Come dicevamo, la memoria va conservata e là si conserva molto di meno: temo che molti non conoscano le cose che io ritengo scontate per un pubblico argentino.
Quindi, sinceramente, ho un grande punto interrogativo su come verrà accolto questo libro in Argentina. Però l’editore si è mostrato interessato subito dopo l’uscita del libro, quindi penso che funzioni.
B.R.: Trovo interessante anche il tema della dittatura in Argentina e, in generale, nel Sudamerica. Quali libri consiglierebbe a un lettore italiano inesperto, che conosce poco queste pagine di storia?
A.B.: Rodolfo Walsh, tradotto in Italia, andrebbe letto tutto. Lui, appena insediatasi la dittatura, ha scritto una lettera ai generali ed è stato subito ucciso.
Un altro che andrebbe letto è David Viñas, ma purtroppo è tradotto molto poco. Tra i più importanti libri storici, bisogna citare sicuramente anche quelli di Italo Moretti, di cui parlo nella nota del libro. Si trovano in italiano perché è stato un inviato sia in Cile che in Argentina, un profondo conoscitore dell’Argentina. Purtroppo, è morto, ma i suoi libri sono importanti per comprendere la storia dell’Argentina.
Un altro storico importante, che ha più o meno la mia età, è Gennaro Carotenuto, che insegna all’Università di Napoli mi pare, e ha insegnato anche qua a Macerata. Lui ha scritto dei testi molto importanti sulla dittatura argentina, è un profondissimo conoscitore della situazione latino-americana. Spesso viene intervistato. Vi consiglio vivamente di leggerlo.
B.R.: Per concludere, Adelaida è stato uno dei primi libri lanciati dalla collana Greenwich Extra di Nutrimenti, curata da Alessandro Mari, Giulia Caminito e Paolo di Paolo. Come è stato deciso che questo libro rientrasse in questa collana e fosse uno dei primi titoli, e poi, è una collana che è stata presentata come uno spostare più avanti o in modo diverso i confini della narrativa italiana: in che senso può fare questo?

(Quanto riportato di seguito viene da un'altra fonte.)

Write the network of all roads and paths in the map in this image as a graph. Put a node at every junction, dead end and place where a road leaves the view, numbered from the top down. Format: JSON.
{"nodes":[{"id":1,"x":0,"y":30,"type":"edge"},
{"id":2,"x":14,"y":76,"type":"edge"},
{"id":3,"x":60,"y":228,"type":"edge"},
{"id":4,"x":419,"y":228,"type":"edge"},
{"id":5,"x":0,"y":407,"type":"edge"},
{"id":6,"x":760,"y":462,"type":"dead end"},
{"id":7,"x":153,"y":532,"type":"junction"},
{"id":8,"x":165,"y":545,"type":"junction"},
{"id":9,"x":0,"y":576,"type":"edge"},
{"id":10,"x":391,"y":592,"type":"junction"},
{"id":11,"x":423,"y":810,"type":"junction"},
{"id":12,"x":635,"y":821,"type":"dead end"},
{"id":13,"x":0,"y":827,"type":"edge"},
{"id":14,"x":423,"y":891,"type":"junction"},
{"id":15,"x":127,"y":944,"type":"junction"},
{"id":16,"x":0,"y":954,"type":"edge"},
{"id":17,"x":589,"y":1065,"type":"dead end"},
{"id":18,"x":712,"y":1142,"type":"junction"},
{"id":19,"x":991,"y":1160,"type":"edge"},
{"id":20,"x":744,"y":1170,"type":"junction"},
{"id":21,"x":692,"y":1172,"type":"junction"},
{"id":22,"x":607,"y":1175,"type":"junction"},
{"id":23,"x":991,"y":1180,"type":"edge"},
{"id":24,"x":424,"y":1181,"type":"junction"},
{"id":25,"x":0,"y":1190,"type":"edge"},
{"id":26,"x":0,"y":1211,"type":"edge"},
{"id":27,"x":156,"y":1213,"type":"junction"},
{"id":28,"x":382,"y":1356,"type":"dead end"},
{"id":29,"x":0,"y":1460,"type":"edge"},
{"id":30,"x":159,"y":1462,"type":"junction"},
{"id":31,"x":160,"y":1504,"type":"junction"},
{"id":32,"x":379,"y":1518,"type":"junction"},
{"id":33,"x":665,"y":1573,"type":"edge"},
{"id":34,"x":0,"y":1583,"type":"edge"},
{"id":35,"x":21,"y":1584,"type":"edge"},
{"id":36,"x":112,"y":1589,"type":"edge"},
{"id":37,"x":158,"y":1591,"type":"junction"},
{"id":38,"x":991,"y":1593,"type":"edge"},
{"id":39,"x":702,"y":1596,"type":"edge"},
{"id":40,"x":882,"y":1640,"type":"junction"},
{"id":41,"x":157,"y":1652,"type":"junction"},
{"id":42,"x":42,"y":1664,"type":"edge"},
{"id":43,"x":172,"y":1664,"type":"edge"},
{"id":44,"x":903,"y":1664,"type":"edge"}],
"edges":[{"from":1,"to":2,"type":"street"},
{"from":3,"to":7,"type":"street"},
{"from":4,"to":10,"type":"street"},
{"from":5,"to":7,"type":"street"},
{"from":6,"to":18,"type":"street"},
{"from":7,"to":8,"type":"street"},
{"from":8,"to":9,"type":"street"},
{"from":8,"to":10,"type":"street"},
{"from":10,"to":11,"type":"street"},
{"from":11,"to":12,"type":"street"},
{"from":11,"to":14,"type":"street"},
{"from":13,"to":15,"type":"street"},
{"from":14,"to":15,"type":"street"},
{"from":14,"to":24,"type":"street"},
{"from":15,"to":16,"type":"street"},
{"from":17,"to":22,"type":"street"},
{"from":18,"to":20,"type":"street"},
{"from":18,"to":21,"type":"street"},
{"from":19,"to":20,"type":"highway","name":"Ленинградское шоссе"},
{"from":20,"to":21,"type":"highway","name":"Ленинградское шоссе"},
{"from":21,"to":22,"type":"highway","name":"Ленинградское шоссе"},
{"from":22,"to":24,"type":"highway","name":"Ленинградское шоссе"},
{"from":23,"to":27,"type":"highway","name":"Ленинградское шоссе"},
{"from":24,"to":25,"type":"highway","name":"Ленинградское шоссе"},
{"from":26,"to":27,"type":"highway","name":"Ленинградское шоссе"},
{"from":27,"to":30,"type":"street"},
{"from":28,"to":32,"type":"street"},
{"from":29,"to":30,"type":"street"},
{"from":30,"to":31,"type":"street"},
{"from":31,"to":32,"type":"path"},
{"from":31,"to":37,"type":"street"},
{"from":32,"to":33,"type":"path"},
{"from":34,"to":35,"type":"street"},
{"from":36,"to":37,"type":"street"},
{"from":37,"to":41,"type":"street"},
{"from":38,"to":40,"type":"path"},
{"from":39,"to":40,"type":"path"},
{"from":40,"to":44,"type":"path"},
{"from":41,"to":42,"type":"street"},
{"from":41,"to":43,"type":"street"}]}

Cosa sposta?
A.B.: Credo che la collana intenda cercare voci nuove nella narrativa italiana e mettere l’interesse anche sulla lingua, sul modo di raccontare le cose, prendere in considerazione testi che non appiattiscano la lingua, che non la anestetizzino come sta succedendo ultimamente: a volte sembra di leggere dei testi scritti in italiano ma che sembrano tradotti, oppure già scritti per essere tradotti.
Tutto questo porta a un appiattimento della lingua. Prima di Adelaida avevo pubblicato con Nutrimenti Verde Eldorado (Nutrimenti, 2022), in cui la lingua aveva un suo peso. Io credo che anche quando raccontiamo una biografia dobbiamo fare i conti innanzitutto con la lingua.
Scrivendo questo libro, uno dei miei primi interessi era trovare una voce che raccontasse al meglio questa storia: per farlo devi trovare un ritmo, una cadenza, non puoi farle tutte allo stesso modo; quindi, c’è sempre una ricerca da fare.
Ed è questo che mi interessa soprattutto quando leggo (e scrivo) un libro: che la storia sia una continua ricerca verso una lingua specifica. E, in un certo senso, quindi, che abbia una sua voce propria.
Intervista a cura di Beatrice Russo, con la collaborazione di Davide Lamandini.
Questa intervista ad Adrián Bravi, autore di Adelaida, fa parte della rassegna di Giovani Reporter in attesa del Premio Strega 2024.